O
parágrafo acima serve como uma primeira apresentação do capítulo
“Uma pequena história ambiental do Pampa: proposta de uma
abordagem baseada na relação entre Perturbação e mudança”,
assinado pelo professor Rafael Cabral Cruz, do Campus São Gabriel da
Universidade Federal do Pampa, em parceria com o pesquisador e
docente Demétrio Luis Guadagnin (UFSM). O capítulo integra o
e-livro A
Sustentabilidade da Região da Campanha- RS: Práticas e teorias a
respeito das relações entre ambiente, sociedade, cultura e
políticas públicas,
coordenado pelos professores Benhur Costa, João Quoos e Mara
Dickel.
O
livro foi publicado pelo PPG em Geografia e Geociências da UFSM e o
capítulo se encontra disponível para download .
Uma
interpretação da evolução do bioma
O
capítulo sistematiza uma linha do tempo para a cobertura vegetal da
paisagem do pampa gaúcho a partir de indícios científicos sobre
como eram - e se modificaram - o nível do mar, o relevo e as formas
animais e vegetais no período a partir de 18 mil anos atrás, tendo
em conta o conceito do Ecossistema Humano Total – ETH, no qual os
elementos da paisagem transformados pelo ser humano interagem com os
demais elementos através de fluxos de massa, energia e
informação.
A
proposta de cronologia engloba quatro marcas temporais, que são
consideradas os ciclos de transformações ambientais. A primeira é
a chegada do ser humano à região do Pampa, processo que teria
levado à extinção de animais herbívoros de grande porte e à
modificação da constituição vegetal, de campos baixos para
plantas de campos altos. A segunda marca é a chegada dos europeus,
que introduziram o gado no Pampa e fomentaram o crescimento
populacional e uma nova forma de organização das coletividades
humanas, com estâncias e cidades.
A
agricultura industrial marca o início do terceiro ciclo, com uma
aceleração das mudanças na cobertura vegetal e a implantação de
uma matriz de agroecossistemas, o que levou a lavoura (incluindo a
silvicultura) a ocupar o espaço de campos nativos, áreas úmidas e
florestas aluviais e a promover uma inserção de espécies para
manutenção do gado. Um dos resultados em termos ecológicos é a
redução da biodiversidade, enquanto ocorre culturalmente uma
desterritorialização do gaúcho, uma vez que se reduziu o espaço
da estância e das vivências que formaram esse tipo humano.
As
mudanças climáticas induzidas pelo ser humano indicam o quarto
ciclo de transformações, com uma sinergia entre alterações
naturais e os aumentos na emissão de gases que alteram o
funcionamento do efeito estufa, por meio do desmatamento e da queima
de combustíveis fósseis, provocando o que se chama de “savanização”
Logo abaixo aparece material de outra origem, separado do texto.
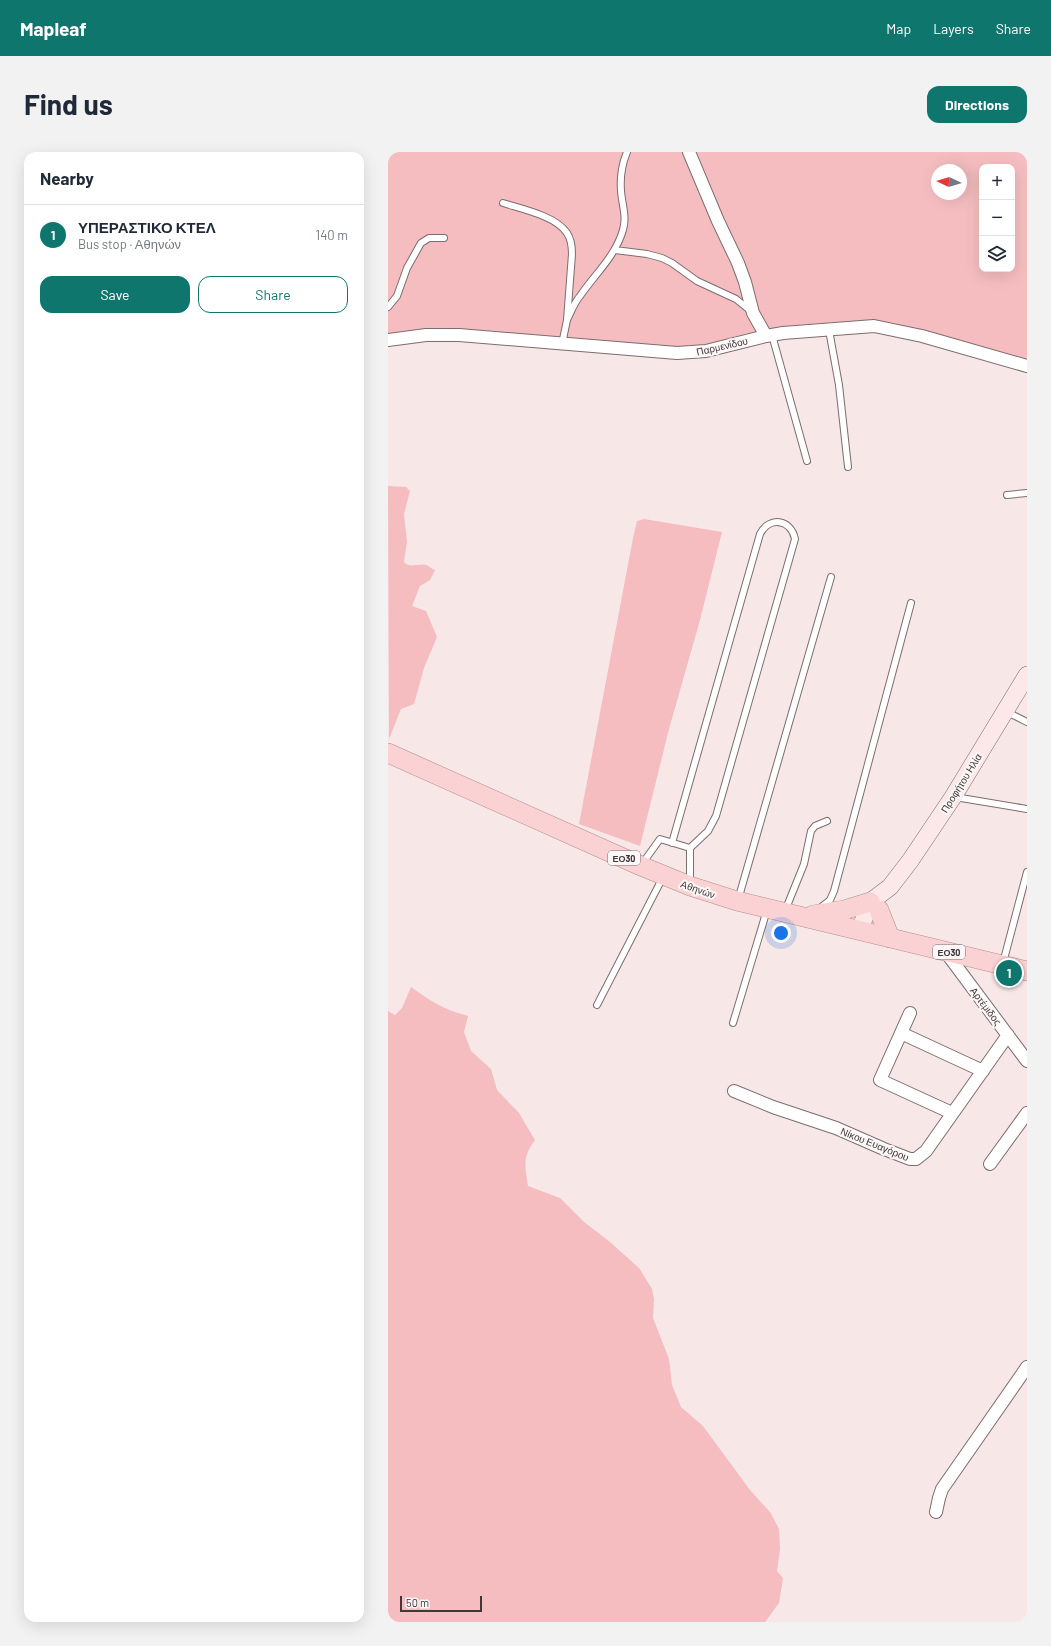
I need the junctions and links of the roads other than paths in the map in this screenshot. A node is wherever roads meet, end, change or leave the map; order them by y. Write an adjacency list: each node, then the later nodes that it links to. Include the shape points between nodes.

do clima no Pampa, com temperaturas mais quentes, chuvas sazonais e
mudanças na flora e na fauna. O capítulo aponta que ainda existem
incertezas quanto a este cenário, considerado como uma possibilidade
em estudo.
Um
dos apontamentos do estudo indica uma aceleração do ritmo de
mudanças dos elementos do bioma pampa. Enquanto no primeiro ciclo o
período de alterações durou milhares de anos, com a chegada do
homem europeu e o desenvolvimento social e tecnológico, as mudanças
passaram a ocorrer em escalas de centenas e depois, dezenas de anos.
O professor Rafael diz não acreditar que esse processo pudesse ter
sido diferente:
-A
percepção deste processo pela sociedade não é um processo
unicamente de informação, mas depende de transformação das
representações sociais, e este processo envolve a mudança da
cultura dominante e do sistema capitalista que a mantém.
Em
relação ao processo de “savanização” (clima mais quente,
chuvas sazonais) do território que constitui o bioma Pampa, o
professor Rafael ressalta que é um cenário possível, talvez o mais
provável conforme os estudos realizados pelo INPE, não se tratando
de uma “profecia”.
-
A questão não é se a savanização está ocorrendo, mas, sim, como
a sociedade vai lidar com os riscos associados a esta possibilidade,
cada vez mais forte.
Ele
afirma ainda que amenizar os efeitos é uma atitude que vai envolver
muito trabalho de pesquisa para estudar a sinergia entre a mudança
no uso da terra, a mudança climática e as práticas de manejo dos
remanescentes de bioma Pampa.
Sociedade
e natureza
O
professor Rafael explica que uma contribuição do estudo é a
compreensão de uma co-evolução entre o ser humano e os
ecossistemas:
-
Como o clima do RS é florestal, a ausência de manejo pelo ser
humano pode levar ao desaparecimento deste bioma, pois o devir seria
o estado (do Rio Grande do Sul), dado tempo suficiente sem manejo
pelo ser humano, estar coberto pelas formações florestais do bioma
Mata Atlântica. Deste modo, a conservação do bioma Pampa não pode
ser pensada sem o manejo humano. A questão é "qual o manejo
adequado?"
A
discussão é urgente, afirma o professor Rafael, especialmente em
função do quadro de mudanças climáticas - os cenários mais
prováveis podem conduzir a uma savanização do clima, o que
afetaria os esforços para um manejo racional do bioma.
A
leitura histórico-ambiental proposta por estudos como o apresentado
pelos professores Rafael Cabral Cruz e Demétrio Guadagnin propõe
uma visão da Ecologia na qual a relação sociedade – natureza
seja estudada de forma não-dualista.
-
O ser humano é parte da natureza e assim deve ser estudado. Ele é
parte do processo de auto-organização do ecossistema total humano.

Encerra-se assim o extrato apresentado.